Visual effects art director Steven Messing remembers the reaction to Scott's decree that the Space Jockey -- whom you may recall had a facial feature not unlike an elephant's trunk -- was actually human-looking, part of a superior race referred to in Prometheus as the Engineers. The trunk was not a part of his face, but actually a kind of organic helmet, undermining what nerds had assumed for for 30 years.

"We all pretty much hated it," Messing says. "Ridley was very confident about this."

Random observations I made while surfing Prometheus' bonus content:

In once scene, we see a creature designer named Ivan working at his computer with a book called Life Before Birth on his desk beside the monitor.

The DVD menu describes one enhancement pod as "A serious discussion about animal genitalia and its influence on the film's creature design."

The discussion throughout of "the xenomorph" and "the ultramorph" -- both referring to the oblong-headed, double-jawed creature that appears in Prometheus' final scene, a recognizable ancestor of the H.R. Giger-designed alien we remember from the other movies -- make it obvious that the familiar creature's inclusion was not a last-minute, studio-enforced add, which is what I still think it feels like.
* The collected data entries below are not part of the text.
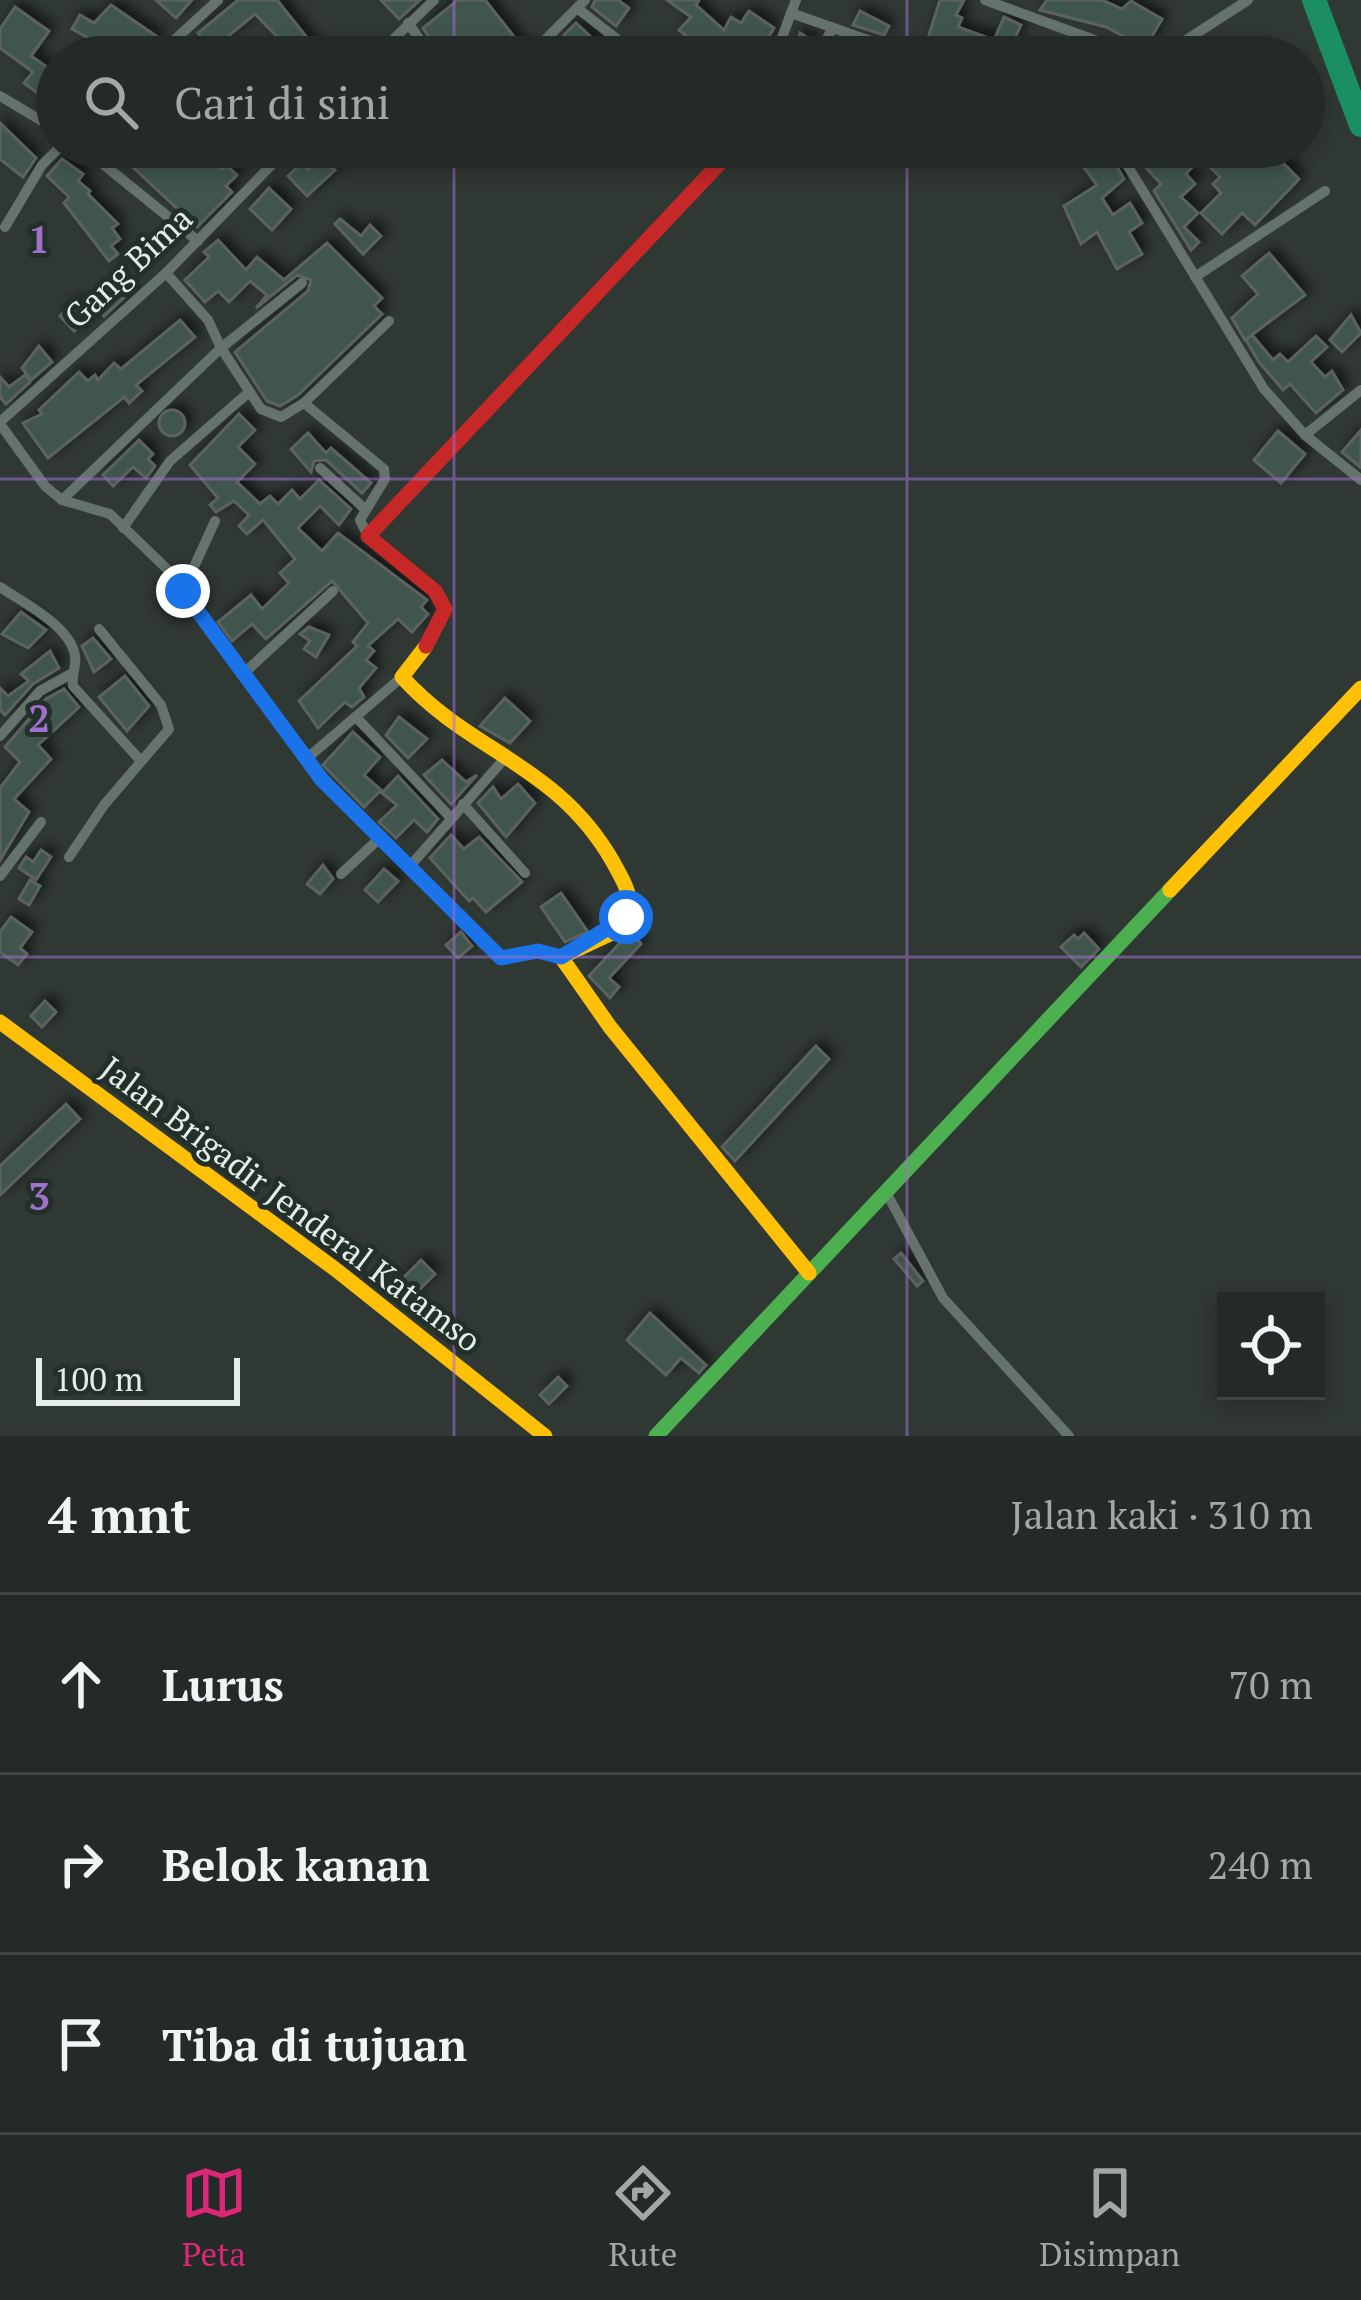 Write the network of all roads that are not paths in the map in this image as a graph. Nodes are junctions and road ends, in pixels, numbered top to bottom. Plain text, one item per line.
1 (218, 0) edge
2 (434, 0) edge
3 (796, 0) edge
4 (985, 0) edge
5 (1248, 0) edge
6 (581, 4) edge
7 (791, 14) junction
8 (408, 22) junction
9 (833, 28) junction
10 (179, 36) edge
11 (395, 36) edge
12 (418, 36) edge
13 (549, 36) edge
14 (617, 36) edge
15 (783, 36) edge
16 (828, 36) edge
17 (856, 36) edge
18 (1084, 36) edge
19 (1198, 36) edge
20 (0, 96) edge
21 (36, 117) edge
22 (40, 168) edge
23 (108, 168) edge
24 (269, 168) edge
25 (715, 168) edge
26 (1128, 168) edge
27 (1325, 190) dead end
28 (5, 227) dead end
29 (198, 242) junction
30 (166, 274) junction
31 (1196, 277) junction
32 (302, 283) dead end
33 (388, 321) dead end
34 (221, 349) junction
35 (1361, 390) edge
36 (248, 393) junction
37 (304, 403) junction
38 (0, 423) edge
39 (1305, 435) junction
40 (320, 468) dead end
41 (1361, 480) edge
42 (62, 500) junction
43 (365, 509) junction
44 (215, 521) dead end
45 (123, 528) junction
46 (368, 536) junction
47 (0, 587) edge
48 (183, 591) junction
49 (332, 591) dead end
50 (99, 628) dead end
51 (71, 674) junction
52 (242, 675) junction
53 (402, 677) junction
54 (1361, 688) edge
55 (356, 717) junction
56 (2, 730) edge
57 (505, 758) junction
58 (305, 760) junction
59 (140, 761) junction
60 (463, 805) junction
61 (452, 818) junction
62 (40, 822) dead end
63 (382, 836) junction
64 (69, 857) dead end
65 (410, 866) junction
66 (525, 873) dead end
67 (341, 874) dead end
68 (0, 876) edge
69 (561, 957) junction
70 (0, 1022) edge
71 (886, 1192) junction
72 (809, 1274) junction
73 (545, 1436) edge
74 (656, 1436) edge
75 (1069, 1436) edge

1 - 10 street
2 - 8 street
3 - 7 street
4 - 18 street
5 - 19 street
6 - 13 street
6 - 14 street
7 - 9 street
7 - 15 street
8 - 11 street
8 - 12 street
9 - 16 street
9 - 17 street
20 - 21 street
22 - 28 street
23 - 29 street
24 - 29 street, Gang Bima
25 - 46 street
26 - 31 street
27 - 31 street
29 - 30 street, Gang Bima
30 - 34 street
30 - 38 street, Gang Bima
31 - 39 street
32 - 34 street
33 - 37 street
34 - 36 street
34 - 42 street
35 - 39 street
36 - 37 street
36 - 45 street
37 - 43 street
38 - 42 street
39 - 41 street
40 - 43 street
42 - 45 street
43 - 46 street
44 - 48 street
45 - 48 street
46 - 53 street
47 - 51 street
48 - 52 street
49 - 52 street
50 - 59 street
51 - 56 street
51 - 59 street
52 - 58 street
53 - 55 street
53 - 57 street
54 - 71 street
55 - 58 street
55 - 61 street
57 - 60 street
57 - 69 street
58 - 63 street
59 - 64 street
60 - 61 street
60 - 66 street
61 - 65 street
62 - 68 street
63 - 65 street
63 - 67 street
65 - 69 street
69 - 72 street
70 - 73 street, Jalan Brigadir Jenderal Katamso
71 - 72 street
71 - 75 street
72 - 74 street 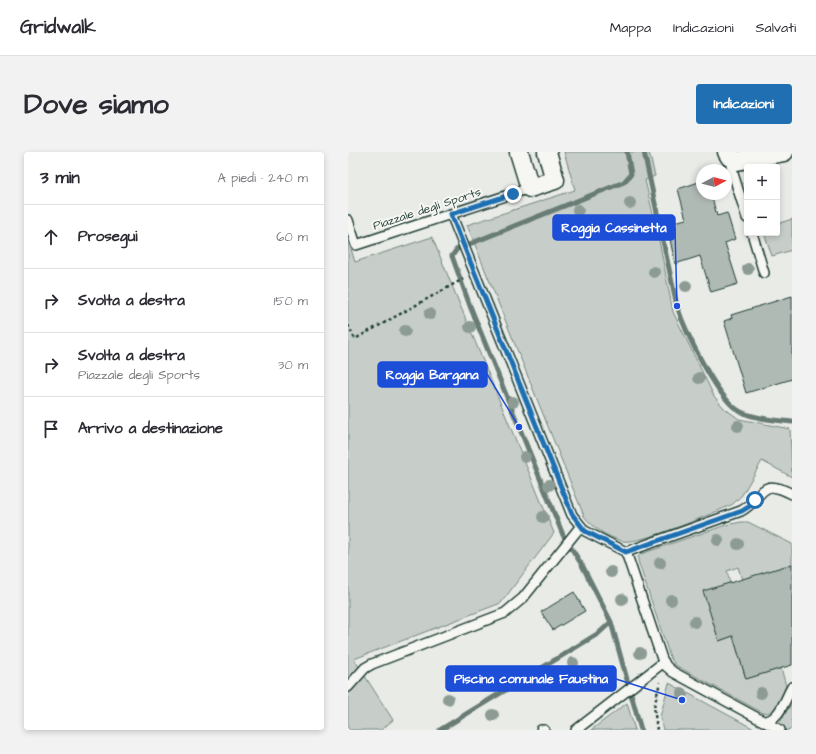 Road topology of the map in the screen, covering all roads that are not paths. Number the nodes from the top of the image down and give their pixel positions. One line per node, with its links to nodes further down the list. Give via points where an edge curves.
1 (519, 152): 5 (street)
2 (547, 152): 5 (street, via 556,180)
3 (784, 152): 4 (street, via 742,161)
4 (730, 156): 6 (lane)
5 (530, 188): 7 (lane, Piazzale degli Sports)
6 (744, 208)
7 (451, 214): 8 (lane, Piazzale degli Sports, via 356,245); 12 (lane, via 569,508)
8 (348, 220)
9 (753, 236): 10 (lane)
10 (764, 273)
11 (792, 494): 13 (lane, via 780,488 766,488 742,511)
12 (580, 527): 13 (lane); 15 (lane, via 523,598 505,613 372,664)
13 (626, 552): 14 (lane)
14 (665, 664): 17 (lane, via 673,672); 18 (lane)
15 (348, 687)
16 (792, 687): 17 (lane, via 777,715 771,720)
17 (763, 721): 19 (lane)
18 (576, 730)
19 (780, 730)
It's a really dumb, unsatisfying way to end the movie, one that seems even hokier for the way it clashes with the elegiac scene that precedes it.

In a segment called "Weyland's Wet Dream," we see concept art for a dream sequence that was never filmed. It depicts a young, hale Peter Weyland (who appears in the film only as a hundred-ish-year-old man) relaxing on a giant yacht at sea, surrounded by beautiful women. Guy Pearce played the part in heavy age makeup, but in these paintings, the character looks like Spartacus-era Kirk Douglas. That cleft chin is a dead giveaway.

The chapter about casting, called "The Human Manifest," includes some very funny takes from Michael Fassbender, the unsettlingly handsome Irish actor whose eerie performance as the android David is by far the best thing in the movie. When Vickers -- the icy corporate overseer played by Charlize Theron -- asks David, "How long?", which we understand to mean How long was I unconscious in my hibernation capsule?, Fassbender replies, in David-voce, "About 16 inches, fully erect. It varies." Ha! Would it have killed Scott to leave this in the movie?

Meanwhile, another cast member who commands just as much lust from my lady friends as Fassbender does -- Idris Elba, Stringer Bell from The Wire -- wears sunglasses for his interviews in the documentary. They're shot indoors, inside the largest soundstage in Europe, at Pinewood Studios in the not-particularly-sunny country of Great Britain. What a clown, that guy.